On and Off the Record

By Bennett Cornell , Chris O'Neal , Essie Lustig , Michel Miller 10/18/2012


The Ventura hip-hop scene, until recently a stagnant pool of Lil Cuete copycats and YOLO enthusiasts, has been yearning for a good old-fashioned boat-rocking. Flash’s most recent release, Dig, is a refreshing departure from the incessant reiteration of mid-’90s West Coast hip-hop that has long plagued the scene here. Flash’s combination of raspy vocal delivery — not unlike that of MCs Nas and Prodigy, with lyrical content equally ill and immeasurably more hopeful than either — gives the album a classic feel, while still keeping it fresh and original. “Get Back,” a skillfully orchestrated address to swag rappers, is just one track off the album with almost anthemic qualities, and it stays in tune with the matured view of gang life and subtle Christian undertones that are present throughout the album.
— Bennett Cornell 

Available at soundcloud.com/flashtheonly.


Pretty Wife

The Naïve EP
For a young man on soul-searching voyages into the desert — this was West Texas, not varied California — a contemplative soundtrack was the key to a successful inner monologue. Had Pretty Wife existed in that time long ago, it would have received regular rotation. Pretty Wife — the collaboration of ever band-hopping veterans Ian Fitzgerald, Zeke Berkley and Austin Knecht —  has in the works Naïve, an EP ripe with dream material. “Shame, Shame” dredges up the spirit of Pink Floyd’s “Echoes,” channeling a restless sleep.  Pretty Wife’s instrumentals paint a colorful world around critical lyrics. On “In a Word” Knecht’s vocals play along with a message from another world as sci-fi-esque twangs accentuate his sing-song questions. The familiar “Educated Girl” rounds out a powerful debut. Let’s call it a wake-up call to brilliant slumber.
— Chris O'Neal 

Available at soundcloud.com/prettywife.


Seth Pettersen and the Undertow

Natural Machine
If you ask Seth Pettersen what word describes the recording process of his newest release, Natural Machine, he’ll say, “candyland.” Natural Machine reflects the California pop shimmer of latter Beach Boys, a tradition that saw a major resurgence about a decade ago with bands like Beachwood Sparks and, more recently, Best Coast. Standouts are the single “Breaking Points” and “Soul Arcade,” a psychedelic pop number with a catchy hook reminiscent of The Standells.
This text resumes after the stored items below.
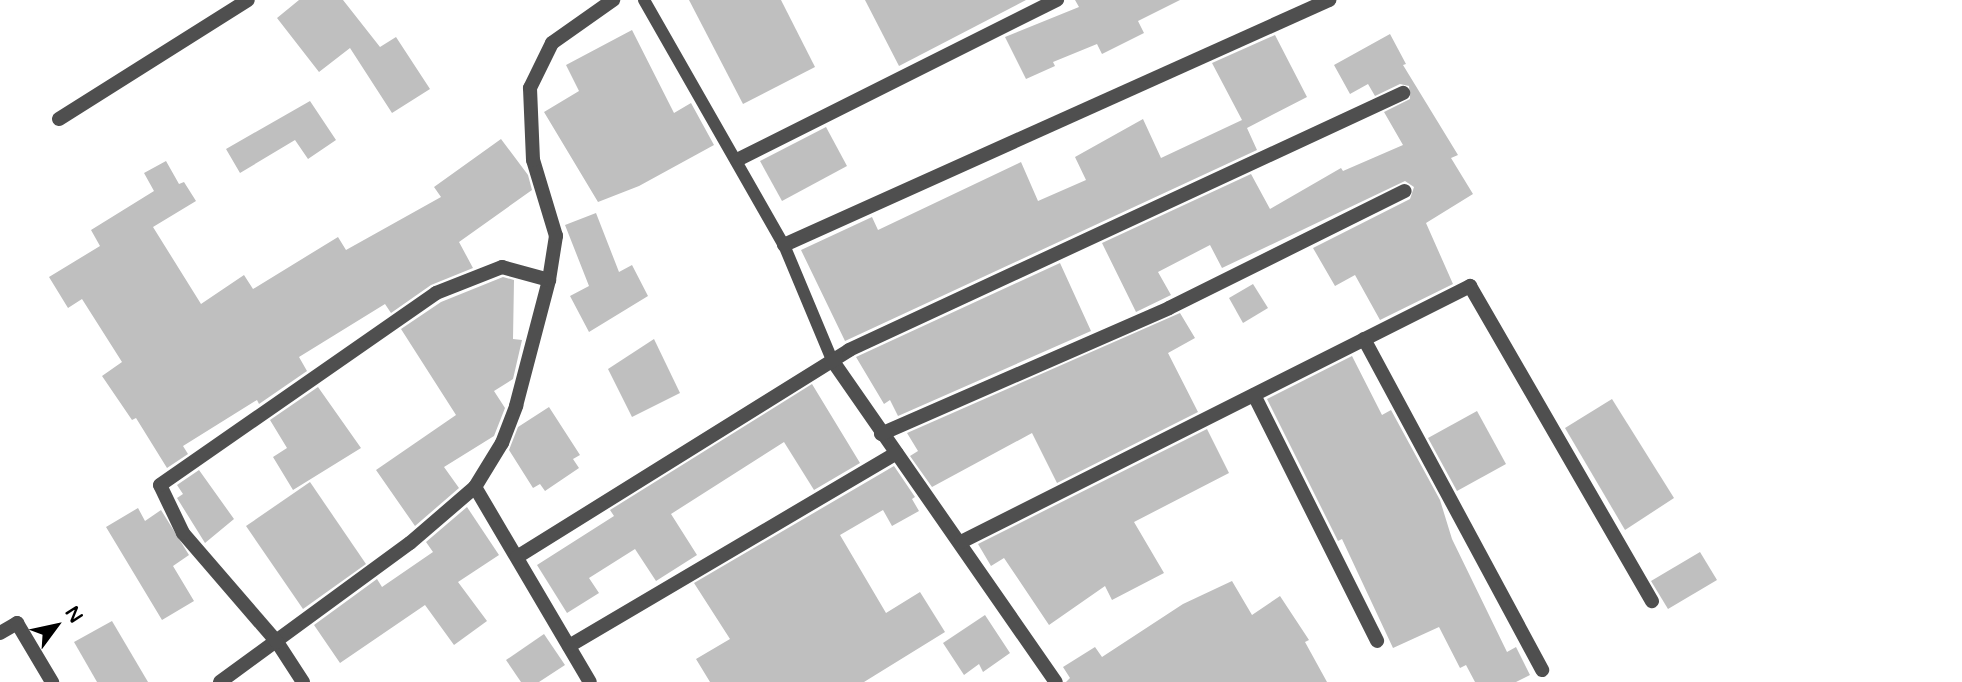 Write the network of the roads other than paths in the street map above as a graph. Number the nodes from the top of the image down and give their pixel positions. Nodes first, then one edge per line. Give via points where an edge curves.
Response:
1 (248, 0) edge
2 (613, 0) edge
3 (644, 0) edge
4 (1057, 0) edge
5 (1329, 0) edge
6 (591, 5) edge
7 (1403, 93) dead end
8 (59, 119) dead end
9 (737, 160) junction
10 (1405, 191) dead end
11 (784, 245) junction
12 (549, 280) junction
13 (1364, 339) junction
14 (832, 360) junction
15 (1254, 395) junction
16 (881, 434) junction
17 (896, 453) junction
18 (475, 487) junction
19 (961, 542) junction
20 (517, 557) junction
21 (1652, 601) dead end
22 (0, 633) edge
23 (1377, 641) dead end
24 (277, 642) junction
25 (569, 646) junction
26 (1542, 670) dead end
27 (52, 682) edge
28 (220, 682) edge
29 (303, 682) edge
30 (590, 682) edge
31 (1056, 682) edge

1 - 8 street
2 - 6 street
3 - 9 lane
4 - 9 street
5 - 11 street
6 - 12 street via 552,43 530,88 533,160 555,236
7 - 14 street
9 - 11 lane
10 - 16 street via 1169,308
11 - 14 lane
12 - 18 street via 516,406 502,443
12 - 24 street via 502,267 436,293 160,485 183,533
13 - 15 street
13 - 21 street via 1470,286
13 - 26 street
14 - 16 street
14 - 20 street
15 - 19 street
15 - 23 street
16 - 17 street
17 - 19 street
17 - 25 street
18 - 20 street
18 - 24 street via 394,556
19 - 31 street
20 - 25 street
22 - 27 street via 17,623
24 - 28 street
24 - 29 street
25 - 30 street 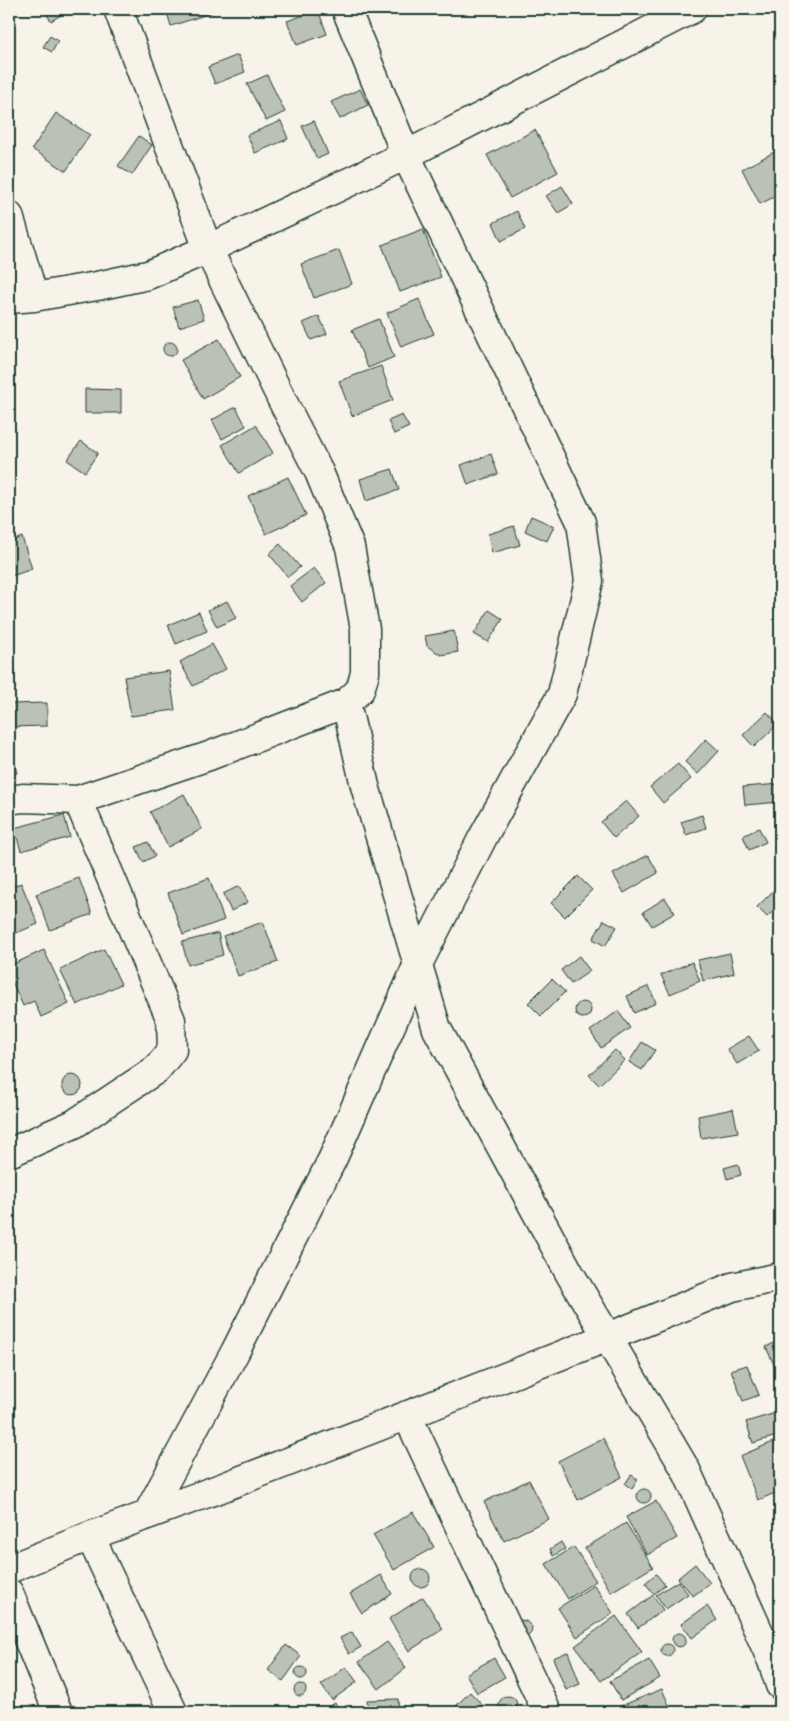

It’s got a beat and you can dance to it. “Big Rip” is a straightforward surf jam, replete with analog keyboards and a melody that could serve as perfect end-credit music for Ventura’s apocalypse. “Get Rad” shakes the album to the core as both a spacey pop dance song and a call to action for those embracing “candyland.” Ventura is a place to get rad, regardless of its breaking point.
— Essie Lustig




In the early days of punk rock, ineptitude on your musical instrument was not only acceptable, it was encouraged — though there were always polished bands. As the form evolved into something faster and more aggressive it became increasingly necessary for musicians to get intimate with their machines in order to be distinguished from the multitudes. For this listener, there are three things that great punk rock must have besides proficient musicians: prominent bass lines, irresistible rhythm and anger — or at least, abject aggravation. (The sound of a siren somewhere in the mix also never hurts.) NO//Sé — former Glass and Ashes members Mike Carter (Youth Brigade) and Josh Hayes on guitars and vocals, Brian Villa on bass/vocals and Eric Ruvalcaba on drums — combines the better elements of the So Cal punk sound with a non-lethal dose of glassy surf and enough delicious hooks to make this a thoroughly satisfying collection of perfect punk songs that thematically, according to Hayes, amount to “shameless emotional outbursts.”  I don’t know, but I feel better now.
— Michel Miller

Available at noxse.bandcamp.com. Get it on vinyl for some swag.